Und er wies schon früh auf die Gefahren dieser Technologie hin. 2012
schrieb er in einem Gastbeitrag in der Financial Times, Terroristen oder
Schurkenstaaten könnten bald Drohnen verwenden. Eine Welt, in der Menschen
routinemäßig und anonym von unsichtbaren Feinden ins Visier genommen
werden, sei „keine angenehme Vorstellung“.
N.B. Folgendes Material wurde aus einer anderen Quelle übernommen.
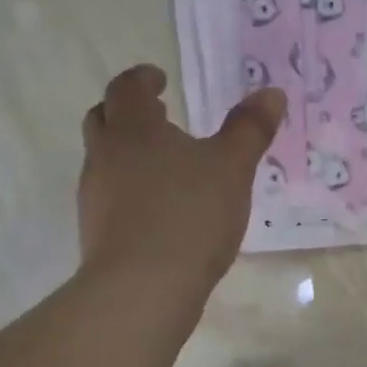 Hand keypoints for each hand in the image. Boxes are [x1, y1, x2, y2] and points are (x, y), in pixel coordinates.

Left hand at [79, 65, 284, 289]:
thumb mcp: (232, 168)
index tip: (158, 79)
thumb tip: (271, 92)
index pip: (126, 88)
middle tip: (156, 116)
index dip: (142, 79)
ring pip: (103, 160)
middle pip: (103, 119)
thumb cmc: (190, 215)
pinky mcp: (96, 232)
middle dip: (127, 112)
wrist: (143, 287)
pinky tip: (158, 209)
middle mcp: (105, 155)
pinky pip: (109, 197)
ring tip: (163, 166)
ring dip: (126, 153)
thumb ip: (250, 129)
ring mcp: (94, 196)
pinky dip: (128, 190)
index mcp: (133, 129) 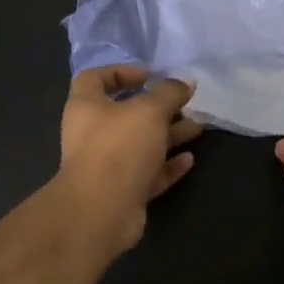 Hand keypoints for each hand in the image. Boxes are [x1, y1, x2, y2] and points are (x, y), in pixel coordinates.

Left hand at [58, 65, 202, 254]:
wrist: (101, 211)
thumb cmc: (119, 147)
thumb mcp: (149, 110)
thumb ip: (169, 93)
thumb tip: (185, 83)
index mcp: (86, 107)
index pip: (95, 78)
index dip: (122, 72)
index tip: (151, 75)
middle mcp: (92, 134)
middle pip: (125, 114)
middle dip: (158, 108)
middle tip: (185, 104)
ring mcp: (106, 166)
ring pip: (140, 145)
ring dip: (168, 136)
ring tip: (197, 129)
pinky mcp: (121, 192)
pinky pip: (147, 173)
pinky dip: (167, 166)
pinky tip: (189, 160) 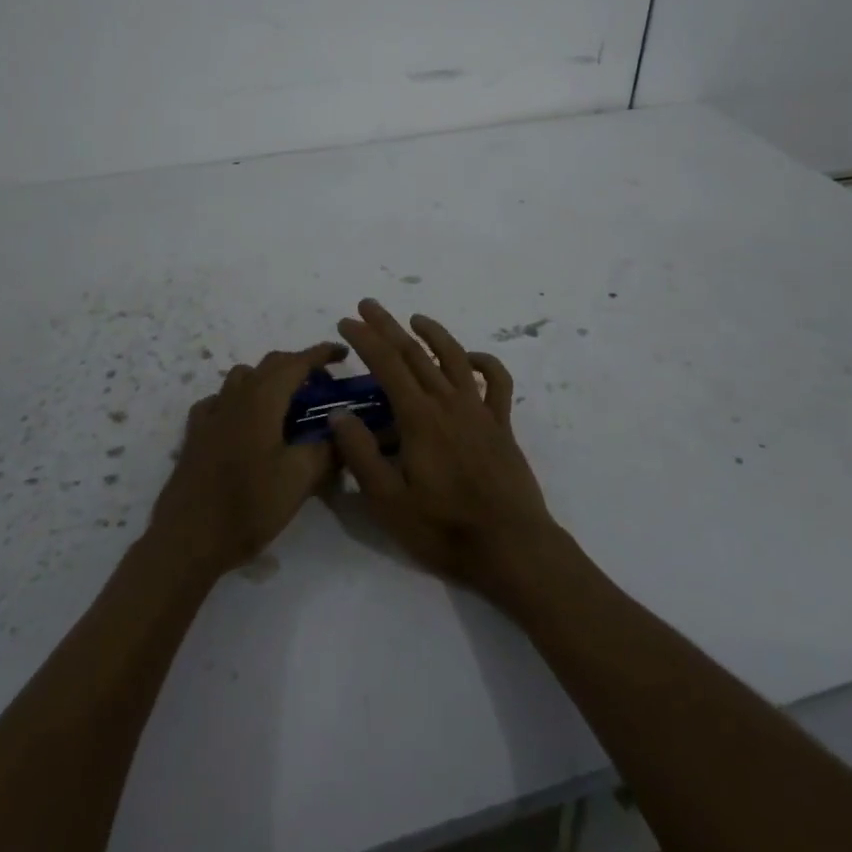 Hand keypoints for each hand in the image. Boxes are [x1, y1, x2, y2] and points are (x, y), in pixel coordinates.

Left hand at [146, 341, 345, 580]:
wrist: (188, 539)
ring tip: (287, 404)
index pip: (297, 362)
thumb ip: (326, 449)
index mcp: (262, 399)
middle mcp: (235, 396)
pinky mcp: (196, 434)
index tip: (342, 353)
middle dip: (299, 366)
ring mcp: (211, 413)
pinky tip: (246, 423)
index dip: (321, 354)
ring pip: (243, 378)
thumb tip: (341, 431)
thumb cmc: (248, 505)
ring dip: (269, 379)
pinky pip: (220, 401)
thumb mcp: (300, 478)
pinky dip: (240, 400)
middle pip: (270, 364)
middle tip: (323, 387)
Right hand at [331, 300, 565, 602]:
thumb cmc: (444, 528)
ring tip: (415, 318)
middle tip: (368, 305)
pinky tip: (470, 359)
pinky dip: (485, 363)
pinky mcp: (502, 424)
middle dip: (388, 326)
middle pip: (415, 353)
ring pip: (455, 358)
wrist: (512, 546)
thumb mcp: (388, 502)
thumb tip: (339, 414)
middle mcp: (449, 403)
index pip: (387, 365)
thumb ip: (362, 455)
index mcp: (419, 418)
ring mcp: (480, 410)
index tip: (347, 320)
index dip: (366, 339)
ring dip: (433, 334)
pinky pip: (497, 382) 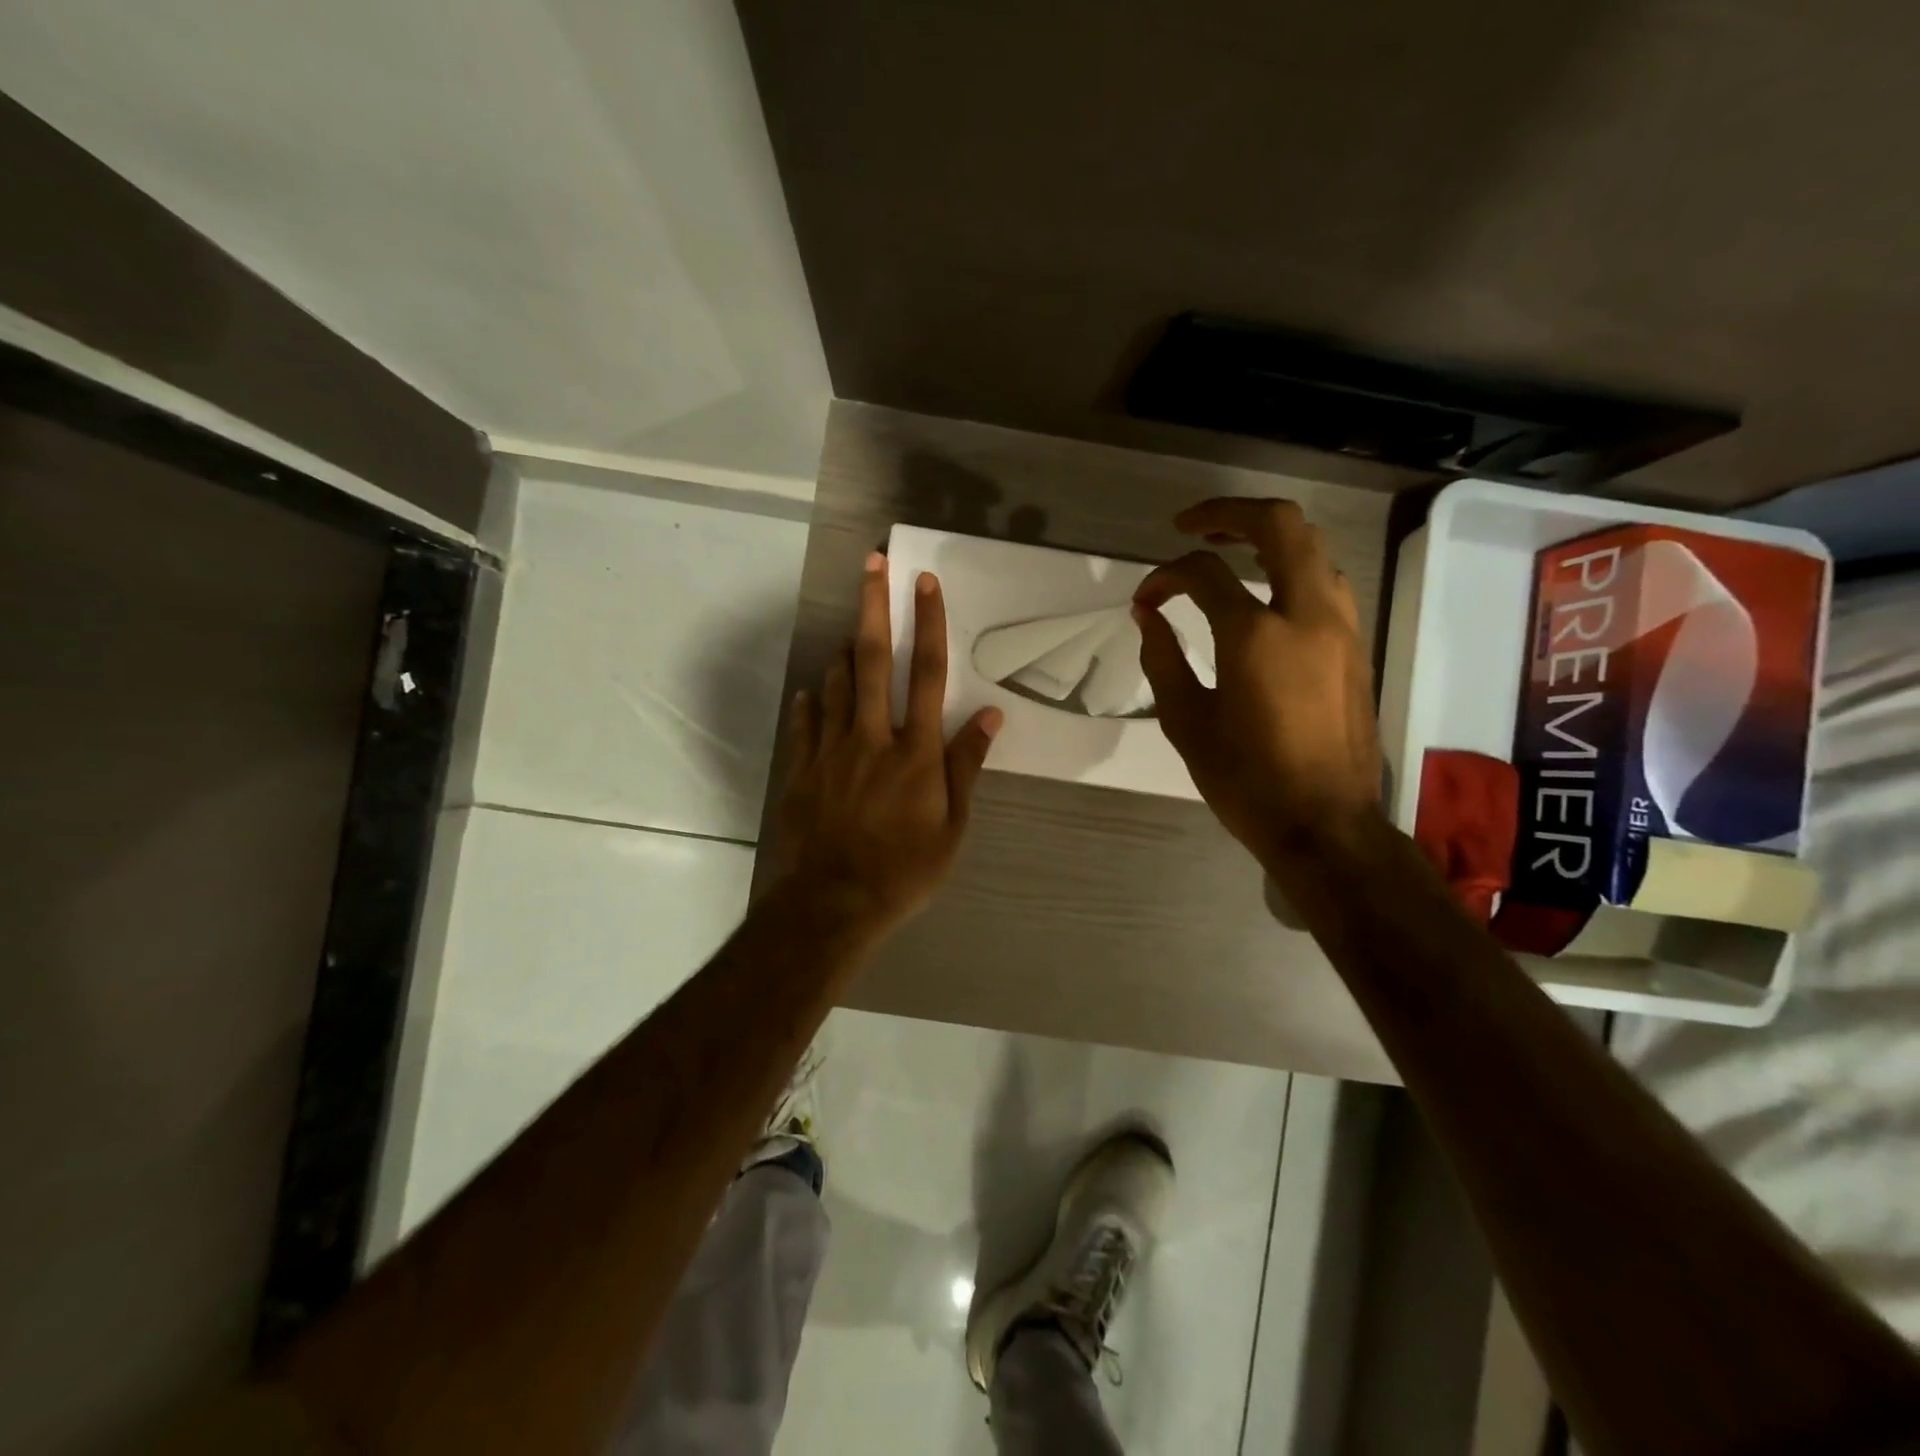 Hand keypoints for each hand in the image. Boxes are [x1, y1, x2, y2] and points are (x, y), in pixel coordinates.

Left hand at [775, 552, 1001, 935]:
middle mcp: (873, 737)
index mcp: (916, 751)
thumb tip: (989, 715)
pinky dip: (812, 702)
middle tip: (871, 564)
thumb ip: (967, 766)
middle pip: (874, 660)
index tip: (925, 583)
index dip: (929, 624)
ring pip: (837, 683)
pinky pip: (806, 722)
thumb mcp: (952, 826)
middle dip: (874, 606)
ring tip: (854, 634)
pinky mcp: (802, 769)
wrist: (833, 903)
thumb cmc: (905, 869)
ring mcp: (831, 750)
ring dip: (847, 652)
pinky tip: (813, 693)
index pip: (927, 673)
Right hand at [1133, 498, 1380, 870]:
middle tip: (1191, 527)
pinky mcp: (1356, 647)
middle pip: (1280, 525)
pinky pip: (1327, 583)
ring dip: (1269, 538)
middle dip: (1230, 513)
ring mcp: (1341, 627)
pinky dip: (1293, 570)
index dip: (1165, 575)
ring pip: (1313, 548)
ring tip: (1230, 553)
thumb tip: (1148, 615)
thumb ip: (1162, 658)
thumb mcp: (1186, 721)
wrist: (1324, 824)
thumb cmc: (1245, 779)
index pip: (1203, 573)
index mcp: (1255, 634)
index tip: (1145, 599)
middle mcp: (1306, 614)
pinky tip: (1265, 595) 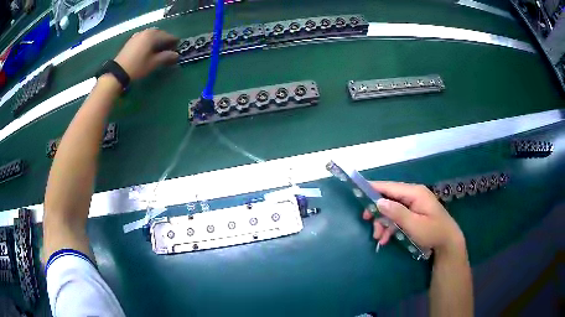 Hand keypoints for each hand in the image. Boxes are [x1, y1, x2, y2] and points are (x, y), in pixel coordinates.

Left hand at [114, 28, 178, 80]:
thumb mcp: (153, 63)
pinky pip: (144, 37)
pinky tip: (149, 48)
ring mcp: (138, 35)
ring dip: (157, 40)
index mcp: (153, 35)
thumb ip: (166, 57)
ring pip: (152, 35)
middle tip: (169, 48)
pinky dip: (149, 41)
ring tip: (159, 49)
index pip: (168, 36)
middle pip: (160, 33)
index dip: (174, 42)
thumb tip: (176, 55)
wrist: (118, 72)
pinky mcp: (132, 40)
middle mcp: (146, 32)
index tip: (178, 48)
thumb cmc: (137, 67)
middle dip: (165, 40)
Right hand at [362, 182, 464, 255]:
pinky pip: (397, 216)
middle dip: (378, 212)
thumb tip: (378, 202)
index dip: (373, 188)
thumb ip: (397, 213)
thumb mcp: (414, 225)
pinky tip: (385, 239)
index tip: (358, 191)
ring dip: (383, 223)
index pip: (390, 186)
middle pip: (389, 198)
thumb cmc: (433, 232)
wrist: (447, 242)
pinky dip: (390, 227)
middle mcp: (413, 195)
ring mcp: (413, 204)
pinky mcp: (413, 213)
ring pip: (391, 209)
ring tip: (378, 238)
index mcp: (415, 193)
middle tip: (367, 222) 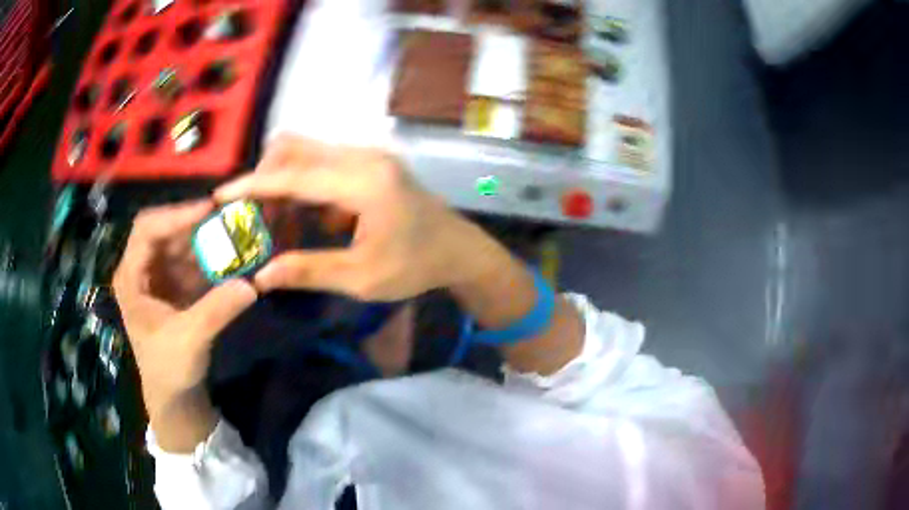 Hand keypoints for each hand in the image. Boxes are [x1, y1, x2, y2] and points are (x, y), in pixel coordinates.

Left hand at [113, 201, 257, 416]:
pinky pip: (192, 262)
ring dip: (206, 240)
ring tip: (235, 234)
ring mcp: (158, 277)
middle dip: (195, 225)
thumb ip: (216, 311)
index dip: (176, 215)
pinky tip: (231, 258)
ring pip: (181, 244)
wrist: (173, 396)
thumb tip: (252, 285)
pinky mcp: (174, 286)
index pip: (147, 230)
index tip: (209, 209)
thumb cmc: (169, 369)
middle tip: (228, 218)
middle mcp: (141, 269)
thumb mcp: (190, 341)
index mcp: (131, 278)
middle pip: (165, 231)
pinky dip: (211, 258)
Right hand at [215, 136, 506, 300]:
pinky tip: (306, 217)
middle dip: (265, 177)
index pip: (294, 174)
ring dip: (283, 179)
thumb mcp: (362, 278)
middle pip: (296, 147)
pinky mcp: (369, 161)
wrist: (459, 250)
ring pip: (307, 151)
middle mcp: (364, 156)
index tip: (220, 195)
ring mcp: (368, 154)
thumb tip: (261, 275)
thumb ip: (309, 271)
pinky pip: (322, 162)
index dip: (253, 184)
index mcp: (365, 182)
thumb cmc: (416, 266)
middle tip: (251, 215)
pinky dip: (303, 183)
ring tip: (277, 221)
An diesem Punkt sind wir angelangt. Die Technologie der kleinen Drohnen
kehrt von der zivilen in die militärische Sphäre zurück – mit einem
Sprengsatz bestückt wird das vermeintliche Spielzeug zu einer günstigen
Präzisionswaffe. Schon der IS nutzte die [2][Quadrokopter hierfür, zum
Massenphänomen wurden sie im aktuellen russischen Krieg gegen die Ukraine].
Im vergangenen Jahr hatte die Ukraine 3 Millionen solcher FPV-Drohnen an
ihre Armee geliefert.
## Kriegsverbrechen so einfach wie noch nie
Ich stelle nicht gern Prognosen auf, aber in diesem Fall ist der Kurs
eindeutig: Die fliegenden Killermaschinen werden die Welt, wie wir sie
kennen, grundlegend verändern. Und das nicht nur in Kampfzonen. [3][Denn
Kriegsverbrechen, aber auch Spionage und Terroranschläge werden einfacher
als je zuvor]. Erst recht, wenn die Drohnen voraussichtlich bald als
Schwärme automatisiert zuschlagen können.
Anne Applebaum schrieb kürzlich im Atlantic, niemand sei technisch oder
psychologisch auf eine neue Ära intelligenter, tödlicher Maschinen
vorbereitet. Bald schon könne „die bizarre Dystopie von heute“, die man in
Videoclips aus der Ukraine sieht, die „neue Normalität von morgen“ sein.
Noch ist unbekannt, ob der ukrainische Radfahrer den Angriff überlebte. Das
Video ist mittlerweile aus dem Telegram-Kanal verschwunden. Der russischen
Einheit ist wohl klargeworden, dass sie den Beweis für ihr eigenes
Kriegsverbrechen veröffentlicht hatte, das sonst womöglich unbemerkt
geblieben wäre.
Wir müssen uns bewusst machen, dass wir im Zeitalter der Killerdrohnen
angekommen sind. Menschen werden heutzutage in First Person View umgebracht
– aus der Ich-Perspektive. Und dann landet das Video im Internet, wo wir
alle es anschauen können. Immer und immer wieder.